Over the past two months, InfoWorld has been researching a flaw in Oracle's flagship database software that could have serious repercussions for Oracle database customers, potentially compromising the security and stability of Oracle database systems.
Typically, when a bug results in a database outage, affected systems can simply be recovered from backups. But as InfoWorld has learned, this particular collection of Oracle issues could incur database outages that take considerable time and effort to correct.
According to a source who asked not to be named, "This is a very real problem for us. We're spending considerable time and money to monitor, plan, and address it where we can."
In the process of reporting this story, we've conducted our own tests, verified information with sources we believe to be reliable, and consulted extensively with Oracle itself, which has given credit to InfoWorld for bringing the security aspect of the problem to the company's attention.
After we notified Oracle of our discoveries and following several technical discussions, the company requested that we hold this story until it had time to develop and test patches that addressed the flaw. In the interest of security for Oracle users, we agreed. Those patches are available at 1 p.m. PT today as part of the Oracle Critical Patch Update for January 2012.
To be clear, the security aspect of the flaw could make any unpatched Oracle Database customer vulnerable to malicious attack. Yet another, more fundamental aspect could pose a special risk only to large Oracle customers with interconnected databases. Both stem from a mechanism deep in the database engine, one that most Oracle DBAs seldom deal with day to day.
The heart of the matter
At the core of the issue is the System Change Number (SCN) in Oracle. This is a number that increments sequentially with every database commit: inserts, updates, and deletes. The SCN is also incremented through linked database interactions.

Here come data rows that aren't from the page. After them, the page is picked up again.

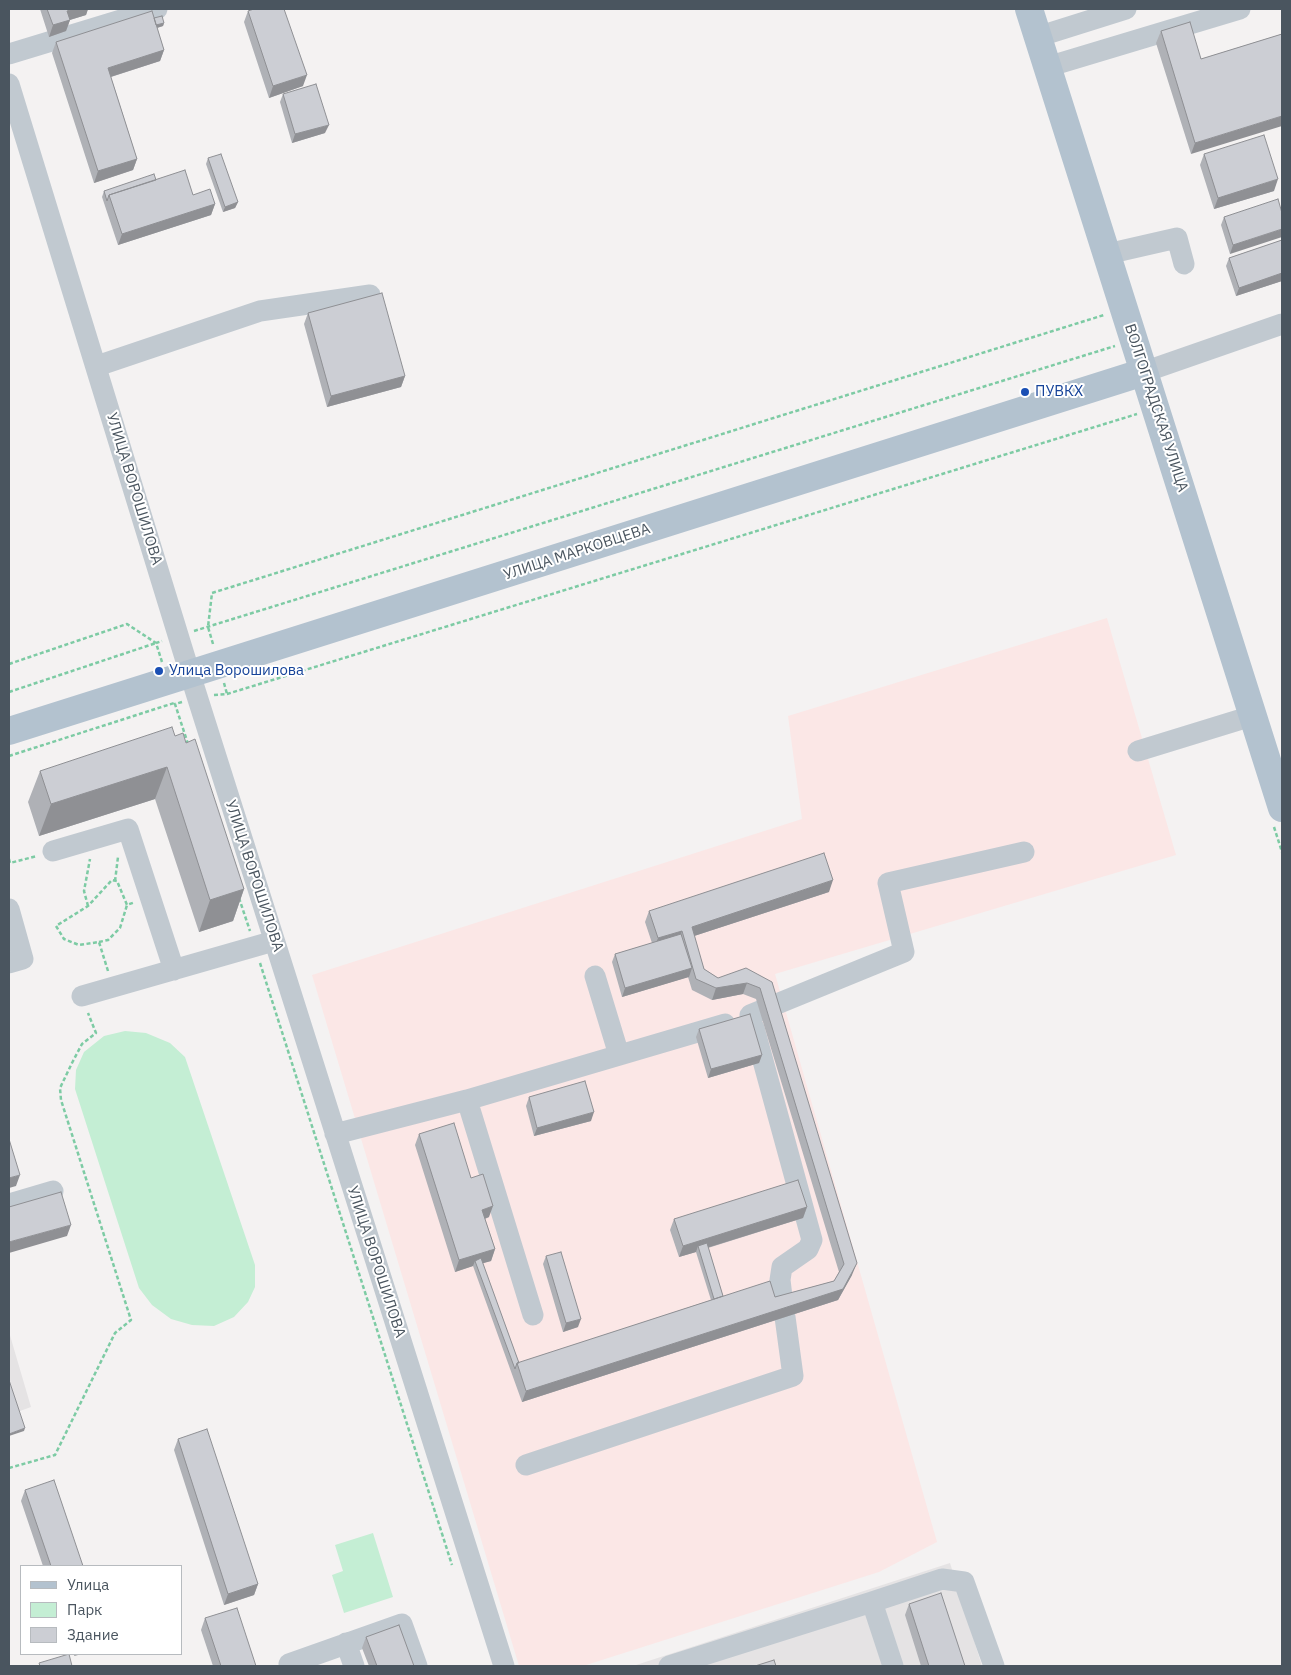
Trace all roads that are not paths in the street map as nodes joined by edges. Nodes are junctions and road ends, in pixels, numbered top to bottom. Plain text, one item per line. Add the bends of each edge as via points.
1 (157, 9) edge
2 (1028, 9) edge
3 (1126, 9) edge
4 (1240, 9) edge
5 (100, 17) edge
6 (1038, 37) junction
7 (9, 54) edge
8 (1047, 67) junction
9 (9, 84) edge
10 (1107, 254) junction
11 (1184, 264) dead end
12 (370, 294) edge
13 (1282, 324) edge
14 (97, 366) junction
15 (1144, 372) junction
16 (179, 677) junction
17 (1254, 715) junction
18 (9, 731) edge
19 (1138, 751) dead end
20 (1282, 808) edge
21 (53, 852) road end
22 (1024, 852) dead end
23 (9, 909) edge
24 (274, 941) junction
25 (9, 963) edge
26 (174, 970) junction
27 (595, 976) dead end
28 (82, 996) road end
29 (750, 1015) junction
30 (619, 1055) junction
31 (467, 1100) junction
32 (336, 1134) junction
33 (53, 1191) dead end
34 (9, 1204) edge
35 (532, 1315) dead end
36 (526, 1465) dead end
37 (872, 1602) junction
38 (346, 1643) junction
39 (290, 1666) edge
40 (354, 1666) edge
41 (417, 1666) edge
42 (504, 1666) edge
43 (669, 1666) edge
44 (893, 1666) edge
45 (994, 1666) edge

1 - 5 street
2 - 6 main road, ВОЛГОГРАДСКАЯ УЛИЦА
3 - 6 street
4 - 8 street
5 - 7 street
6 - 8 main road, ВОЛГОГРАДСКАЯ УЛИЦА
8 - 10 main road, ВОЛГОГРАДСКАЯ УЛИЦА
9 - 14 street, УЛИЦА ВОРОШИЛОВА
10 - 11 street via 1177,238
10 - 15 main road, ВОЛГОГРАДСКАЯ УЛИЦА
12 - 14 street via 260,311
13 - 15 street
14 - 16 street, УЛИЦА ВОРОШИЛОВА via 179,635
15 - 16 main road, УЛИЦА МАРКОВЦЕВА
15 - 17 main road, ВОЛГОГРАДСКАЯ УЛИЦА
16 - 18 main road, УЛИЦА МАРКОВЦЕВА
16 - 24 street, УЛИЦА ВОРОШИЛОВА
17 - 19 street
17 - 20 main road, ВОЛГОГРАДСКАЯ УЛИЦА
21 - 26 street via 128,828
22 - 29 street via 888,884 904,952
23 - 25 street via 23,959
24 - 26 street
24 - 32 street, УЛИЦА ВОРОШИЛОВА
26 - 28 street
27 - 30 street
29 - 30 street
29 - 36 street via 812,1240 808,1249 782,1267 780,1280 793,1376
30 - 31 street
31 - 32 street
31 - 35 street
32 - 42 street, УЛИЦА ВОРОШИЛОВА
33 - 34 street
37 - 43 street
37 - 44 street
37 - 45 street via 942,1579 964,1582
38 - 39 street via 288,1664
38 - 40 street
38 - 41 street via 402,1624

The SCN is crucial to normal Oracle database operation. The SCN "time stamp" is the key to maintaining data consistency in Oracle, allowing the database to respond to every user's query with the appropriate version of data at every point in time. It functions as the database's clock, so to speak. And like time, the SCN cannot decrement. It must always tick forward.
When Oracle databases link to each other, maintaining data consistency requires them to synchronize to a common SCN. This is necessarily the highest SCN carried by any participating Oracle database instance because the SCN clock cannot run backward -- so database linking causes the SCN in many databases to jump during normal operations. And only very basic permissions are required to make a connection that can cause one database to increment the SCN on another.
The architects of Oracle's flagship database application must have been well aware the SCN needed to be a massive integer. It is: a 48-bit number (281,474,976,710,656). It would take eons for an Oracle database to eclipse that number of transactions and cause problems -- or so you might think.
In addition to that hard limit, there's a soft limit imposed by Oracle itself to ensure the SCN value at any given moment is not unreasonably high, which would indicate a database malfunction. If the soft limit is exceeded, the database can become unstable and/or unavailable. And because the SCN cannot be decremented or otherwise reset, the database cannot simply be restored from a backup and replaying the logs, since they will necessarily carry the SCN elevation along with those transactions. An analogy can be made to the effect of the Y2K bug on an unpatched system as the clock struck 12 a.m. on Jan. 1, 2000.
The soft limit derives from a very simple calculation anchored to a point in time 24 years ago: Take the number of seconds since 00:00:00 01/01/1988 and multiply that figure by 16,384. If the current SCN value is below that, then all is well and processing continues as normal. To put this in simple terms, the calculation assumes that a database running constantly since 01/01/1988, processing 16,384 transactions per second, cannot exist in reality.
In reality, it doesn't. But if you alter reality, it does -- and there are several ways a breach of the SCN soft limit may occur.